An exclusion list is then developed based on the RI Philosophy (set of values) in the first instance and overtime based on the ongoing ESG research.
Exclusions without a philosophy or ESG research is management of reputation risk only, it has no solid foundation. A wide sweeping corporate marketing statement does not constitute a RI Policy.
Materiality and Business Activities
Exclusion lists not only forces one to make absolute decisions on industries, they also force one to make absolute decisions on companies that have diversified businesses.
Therefore, a key question to answer before applying negative screening to a portfolio is where to draw the line. This entails two aspects: materiality thresholds and the nature of business involvement.
Materiality is relatively straightforward. Does an investor wish to eliminate issuers with any involvement at all in the excluded activities, or is there a tolerance for a small portion of revenues (e.g. no more than 5%) to arise from these areas?
The answer is personal. There is a trade-off involved between the strictness of the threshold and the financial impact that may result from the exclusions.
The second point to consider is the nature of involvement in a given business activity.
A key distinction is between manufacturing and distribution.
In the case of alcohol, for example, should investors only exclude companies that produce alcohol or also those that derive a substantial portion of their revenues from it? And if they choose the latter, how exactly should they define a ‘substantial portion’? And if they are excluding alcohol manufacturers from their universe, what about the firms selling it, such as major retailers? Hotel Chains?
Therefore, it is important to understand what an exclusion will imply in practice. Investors need to be comfortable with the results. This can be challenging where there is a wide range of stakeholders. Understanding the trade-offs involved is critical to avoiding surprises later.
The devil also lies in the detail when it comes to implementation.
This article by Man Numeric highlights the complexity of issues to consider in applying exclusions to the controversial weapons sector. Providing a good discussion in relation to materiality and business activities.
Excluding a company rarely leads to its product being removed from the market. And excluding entire sectors for non-financial reasons can have a meaningful impact on the risk/return characteristics of a portfolio.
Exclusions are most suitable for investors with a clear vision and set of values on which products or behaviours they and their stakeholders wish to avoid.

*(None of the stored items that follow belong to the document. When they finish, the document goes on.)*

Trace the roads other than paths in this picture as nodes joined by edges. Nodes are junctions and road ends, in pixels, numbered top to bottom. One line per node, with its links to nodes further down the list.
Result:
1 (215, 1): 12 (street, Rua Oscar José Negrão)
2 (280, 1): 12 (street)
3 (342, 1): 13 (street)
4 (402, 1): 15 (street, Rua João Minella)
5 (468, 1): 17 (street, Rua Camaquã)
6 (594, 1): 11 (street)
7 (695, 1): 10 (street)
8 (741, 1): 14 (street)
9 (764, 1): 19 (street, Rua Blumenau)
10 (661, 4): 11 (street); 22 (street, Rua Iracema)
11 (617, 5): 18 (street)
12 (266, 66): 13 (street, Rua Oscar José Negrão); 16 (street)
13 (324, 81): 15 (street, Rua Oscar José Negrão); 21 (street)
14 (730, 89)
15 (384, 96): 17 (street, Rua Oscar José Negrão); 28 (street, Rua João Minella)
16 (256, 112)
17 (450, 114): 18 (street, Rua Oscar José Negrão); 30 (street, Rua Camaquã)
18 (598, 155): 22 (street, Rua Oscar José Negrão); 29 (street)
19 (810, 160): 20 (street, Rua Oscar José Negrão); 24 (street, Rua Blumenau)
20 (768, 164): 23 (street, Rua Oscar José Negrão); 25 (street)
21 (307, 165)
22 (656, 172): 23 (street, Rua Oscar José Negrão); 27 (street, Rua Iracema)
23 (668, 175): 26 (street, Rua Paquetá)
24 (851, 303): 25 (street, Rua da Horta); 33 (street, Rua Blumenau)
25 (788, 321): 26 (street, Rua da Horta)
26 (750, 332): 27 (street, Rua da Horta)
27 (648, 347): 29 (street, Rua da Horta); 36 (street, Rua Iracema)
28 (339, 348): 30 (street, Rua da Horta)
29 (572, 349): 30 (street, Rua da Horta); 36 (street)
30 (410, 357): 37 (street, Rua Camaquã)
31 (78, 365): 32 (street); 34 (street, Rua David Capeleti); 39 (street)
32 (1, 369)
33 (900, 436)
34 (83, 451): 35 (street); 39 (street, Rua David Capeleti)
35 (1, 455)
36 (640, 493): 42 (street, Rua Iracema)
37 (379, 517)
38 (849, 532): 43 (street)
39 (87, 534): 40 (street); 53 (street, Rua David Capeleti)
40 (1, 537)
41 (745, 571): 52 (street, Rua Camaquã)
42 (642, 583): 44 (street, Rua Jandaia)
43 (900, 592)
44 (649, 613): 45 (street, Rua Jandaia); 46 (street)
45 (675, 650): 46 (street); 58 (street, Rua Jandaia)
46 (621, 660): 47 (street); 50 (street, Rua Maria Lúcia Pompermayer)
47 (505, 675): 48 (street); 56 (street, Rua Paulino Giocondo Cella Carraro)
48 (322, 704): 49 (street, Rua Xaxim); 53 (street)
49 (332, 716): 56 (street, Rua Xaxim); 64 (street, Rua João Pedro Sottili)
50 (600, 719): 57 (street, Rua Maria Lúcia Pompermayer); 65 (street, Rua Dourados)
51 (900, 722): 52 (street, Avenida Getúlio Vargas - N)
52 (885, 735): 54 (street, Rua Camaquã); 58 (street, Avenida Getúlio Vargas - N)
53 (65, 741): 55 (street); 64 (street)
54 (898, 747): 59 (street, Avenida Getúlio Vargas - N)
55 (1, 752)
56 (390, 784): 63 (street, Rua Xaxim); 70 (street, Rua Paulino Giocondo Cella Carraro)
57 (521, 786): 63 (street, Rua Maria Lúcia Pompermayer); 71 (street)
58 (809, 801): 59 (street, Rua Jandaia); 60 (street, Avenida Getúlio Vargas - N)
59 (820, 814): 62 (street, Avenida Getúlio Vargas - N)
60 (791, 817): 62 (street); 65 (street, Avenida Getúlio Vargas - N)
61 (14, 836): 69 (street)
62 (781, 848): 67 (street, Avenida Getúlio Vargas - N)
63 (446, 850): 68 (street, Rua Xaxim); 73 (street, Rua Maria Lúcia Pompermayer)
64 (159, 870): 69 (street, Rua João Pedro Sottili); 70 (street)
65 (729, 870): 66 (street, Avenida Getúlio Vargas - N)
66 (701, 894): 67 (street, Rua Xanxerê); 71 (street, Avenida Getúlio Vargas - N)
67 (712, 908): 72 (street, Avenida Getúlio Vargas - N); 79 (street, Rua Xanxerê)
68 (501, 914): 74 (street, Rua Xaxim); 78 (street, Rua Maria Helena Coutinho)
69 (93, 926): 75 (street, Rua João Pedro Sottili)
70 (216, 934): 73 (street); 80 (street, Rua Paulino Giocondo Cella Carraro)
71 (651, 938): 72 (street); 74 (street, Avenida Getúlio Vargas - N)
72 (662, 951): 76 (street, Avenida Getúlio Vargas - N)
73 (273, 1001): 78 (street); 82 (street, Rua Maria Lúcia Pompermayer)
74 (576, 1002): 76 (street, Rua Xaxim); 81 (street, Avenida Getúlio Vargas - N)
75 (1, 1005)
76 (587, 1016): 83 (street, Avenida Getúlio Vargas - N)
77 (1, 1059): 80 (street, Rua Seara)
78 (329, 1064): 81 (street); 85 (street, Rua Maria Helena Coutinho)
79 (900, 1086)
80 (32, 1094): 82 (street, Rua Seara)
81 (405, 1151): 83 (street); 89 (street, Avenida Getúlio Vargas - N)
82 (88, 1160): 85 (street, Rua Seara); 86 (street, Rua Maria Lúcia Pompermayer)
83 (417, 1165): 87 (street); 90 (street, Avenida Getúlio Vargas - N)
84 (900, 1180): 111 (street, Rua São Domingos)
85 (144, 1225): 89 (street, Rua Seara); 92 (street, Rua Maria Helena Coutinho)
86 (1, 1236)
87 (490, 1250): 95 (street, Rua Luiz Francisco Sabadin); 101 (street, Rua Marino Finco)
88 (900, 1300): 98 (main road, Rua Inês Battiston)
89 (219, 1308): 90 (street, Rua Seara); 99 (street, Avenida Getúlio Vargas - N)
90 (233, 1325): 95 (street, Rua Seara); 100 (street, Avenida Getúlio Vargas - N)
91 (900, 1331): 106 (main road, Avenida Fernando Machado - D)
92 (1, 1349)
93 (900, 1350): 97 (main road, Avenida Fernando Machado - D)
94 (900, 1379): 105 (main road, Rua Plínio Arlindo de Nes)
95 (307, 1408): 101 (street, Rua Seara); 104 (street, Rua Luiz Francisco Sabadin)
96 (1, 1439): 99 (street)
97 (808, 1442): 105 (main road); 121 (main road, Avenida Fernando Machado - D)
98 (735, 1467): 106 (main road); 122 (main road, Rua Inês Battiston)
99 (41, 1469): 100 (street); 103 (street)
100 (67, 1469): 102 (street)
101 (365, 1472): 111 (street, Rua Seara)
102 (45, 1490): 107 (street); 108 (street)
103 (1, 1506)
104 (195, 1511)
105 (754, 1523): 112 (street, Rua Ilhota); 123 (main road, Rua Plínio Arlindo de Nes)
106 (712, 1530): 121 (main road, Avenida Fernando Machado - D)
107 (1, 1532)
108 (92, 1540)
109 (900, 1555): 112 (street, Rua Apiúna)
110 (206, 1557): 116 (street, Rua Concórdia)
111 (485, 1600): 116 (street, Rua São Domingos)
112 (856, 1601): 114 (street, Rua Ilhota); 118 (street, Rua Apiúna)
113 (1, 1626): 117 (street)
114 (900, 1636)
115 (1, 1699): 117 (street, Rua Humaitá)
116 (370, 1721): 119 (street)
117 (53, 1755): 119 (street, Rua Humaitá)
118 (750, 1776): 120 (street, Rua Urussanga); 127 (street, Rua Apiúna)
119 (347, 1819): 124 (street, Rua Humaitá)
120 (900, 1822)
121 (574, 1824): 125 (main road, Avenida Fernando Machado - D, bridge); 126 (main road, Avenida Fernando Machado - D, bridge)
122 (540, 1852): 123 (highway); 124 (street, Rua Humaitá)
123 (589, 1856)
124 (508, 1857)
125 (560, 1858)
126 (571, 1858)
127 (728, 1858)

For example, charities with well-defined values and beliefs and health insurers that wish to exclude companies making products that are detrimental to general health.
Best in Class
While exclusion strategies adopt a negative approach, best-in-class strategies adopt a more positive stance, choosing to invest in the firms with the best ESG practices in a sector rather than deliberately avoiding certain areas. These strategies are based on the premise that firms with the best ESG practices are likely to outperform over the long term. Best in Class will be the subject of a future Post.
ESG investing is a broad field with many different investment approaches addressing various investment objectives.

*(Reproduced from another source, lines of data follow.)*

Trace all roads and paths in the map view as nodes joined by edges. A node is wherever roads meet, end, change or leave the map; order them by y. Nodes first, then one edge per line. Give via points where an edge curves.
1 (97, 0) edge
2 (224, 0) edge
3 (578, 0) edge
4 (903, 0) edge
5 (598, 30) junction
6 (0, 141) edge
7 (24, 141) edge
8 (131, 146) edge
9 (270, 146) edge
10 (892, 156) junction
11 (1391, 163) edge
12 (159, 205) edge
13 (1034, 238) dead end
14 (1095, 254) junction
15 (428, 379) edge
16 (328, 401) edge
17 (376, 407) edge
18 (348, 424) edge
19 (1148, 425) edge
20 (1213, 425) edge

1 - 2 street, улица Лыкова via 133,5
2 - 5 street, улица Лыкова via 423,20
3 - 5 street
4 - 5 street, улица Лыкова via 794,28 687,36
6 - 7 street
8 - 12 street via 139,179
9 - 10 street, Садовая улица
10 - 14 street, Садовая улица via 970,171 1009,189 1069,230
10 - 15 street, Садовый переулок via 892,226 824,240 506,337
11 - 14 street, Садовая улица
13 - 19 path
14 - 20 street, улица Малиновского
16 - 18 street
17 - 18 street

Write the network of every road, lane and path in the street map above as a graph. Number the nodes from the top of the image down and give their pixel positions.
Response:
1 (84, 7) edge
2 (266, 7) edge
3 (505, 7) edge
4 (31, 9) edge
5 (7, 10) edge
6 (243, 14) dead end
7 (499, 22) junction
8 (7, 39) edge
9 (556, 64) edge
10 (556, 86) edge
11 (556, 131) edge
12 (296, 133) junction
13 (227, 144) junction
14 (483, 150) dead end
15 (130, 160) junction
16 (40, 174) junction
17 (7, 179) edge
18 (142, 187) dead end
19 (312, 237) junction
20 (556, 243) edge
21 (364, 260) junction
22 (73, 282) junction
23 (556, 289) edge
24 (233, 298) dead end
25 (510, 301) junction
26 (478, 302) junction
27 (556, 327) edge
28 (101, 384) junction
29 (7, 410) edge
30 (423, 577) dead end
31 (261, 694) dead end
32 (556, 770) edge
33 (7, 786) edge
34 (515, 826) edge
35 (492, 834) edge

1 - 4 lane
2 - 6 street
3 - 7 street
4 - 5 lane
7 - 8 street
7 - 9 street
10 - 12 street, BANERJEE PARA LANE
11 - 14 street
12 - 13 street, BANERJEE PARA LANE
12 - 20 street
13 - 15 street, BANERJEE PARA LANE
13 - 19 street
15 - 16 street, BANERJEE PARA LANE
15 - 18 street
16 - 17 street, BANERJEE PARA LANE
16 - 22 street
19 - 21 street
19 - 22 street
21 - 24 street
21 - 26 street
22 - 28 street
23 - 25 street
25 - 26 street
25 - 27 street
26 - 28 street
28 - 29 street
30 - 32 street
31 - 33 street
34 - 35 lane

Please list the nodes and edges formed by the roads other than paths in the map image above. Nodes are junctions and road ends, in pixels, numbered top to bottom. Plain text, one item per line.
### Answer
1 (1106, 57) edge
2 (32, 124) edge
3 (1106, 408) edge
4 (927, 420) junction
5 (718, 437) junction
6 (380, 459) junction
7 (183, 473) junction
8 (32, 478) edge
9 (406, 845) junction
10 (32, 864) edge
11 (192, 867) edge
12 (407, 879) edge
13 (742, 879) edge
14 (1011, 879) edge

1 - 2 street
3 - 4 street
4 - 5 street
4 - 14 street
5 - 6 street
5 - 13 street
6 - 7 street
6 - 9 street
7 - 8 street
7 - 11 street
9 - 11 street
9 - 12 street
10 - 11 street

At a higher level ESG investing can be broken down to three main areas that each have their own investment objective:
- ESG integration, in which the key objective is to improve the risk–return characteristics of a portfolio.
- Values-based investing, in which the investor seeks to align their portfolio with their norms and beliefs. (i.e. Exclusions)

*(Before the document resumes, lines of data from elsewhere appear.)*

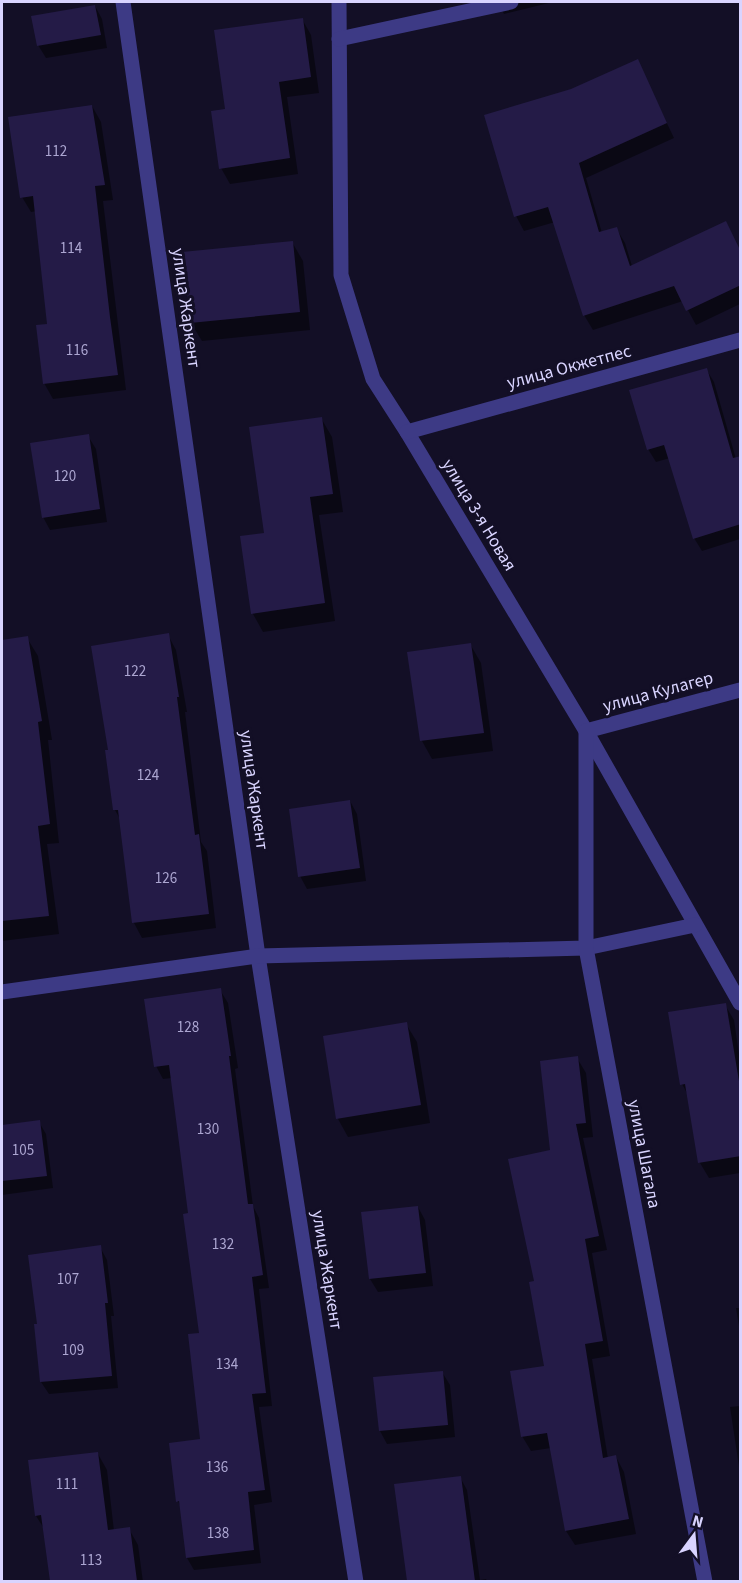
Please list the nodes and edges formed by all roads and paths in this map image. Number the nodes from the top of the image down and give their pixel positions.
1 (123, 2) edge
2 (339, 2) edge
3 (511, 2) edge
4 (339, 39) junction
5 (741, 340) edge
6 (407, 432) junction
7 (741, 690) edge
8 (586, 731) junction
9 (695, 925) junction
10 (586, 948) junction
11 (258, 956) junction
12 (2, 992) edge
13 (741, 1003) edge
14 (356, 1581) edge
15 (705, 1581) edge

1 - 11 street, улица Жаркент
2 - 4 street, улица 3-я Новая
3 - 4 street
4 - 6 street, улица 3-я Новая
5 - 6 street, улица Окжетпес
6 - 8 street, улица 3-я Новая
7 - 8 street, улица Кулагер
8 - 9 street, улица 3-я Новая
8 - 10 street, улица Шагала
9 - 10 street
9 - 13 street, улица 3-я Новая
10 - 11 street
10 - 15 street, улица Шагала
11 - 12 street
11 - 14 street, улица Жаркент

- Impact investing, investors use their capital to trigger change for social or environmental purposes e.g.to accelerate the decarbonisation of the economy.
Best practice includes exclusions, ESG integration with a focus on best-in-class, and Impact investing, a full array of Sustainable Investing strategies.
Crucially it requires an understanding of how to integrate ESG criteria into the investment process to capture the full value of ESG.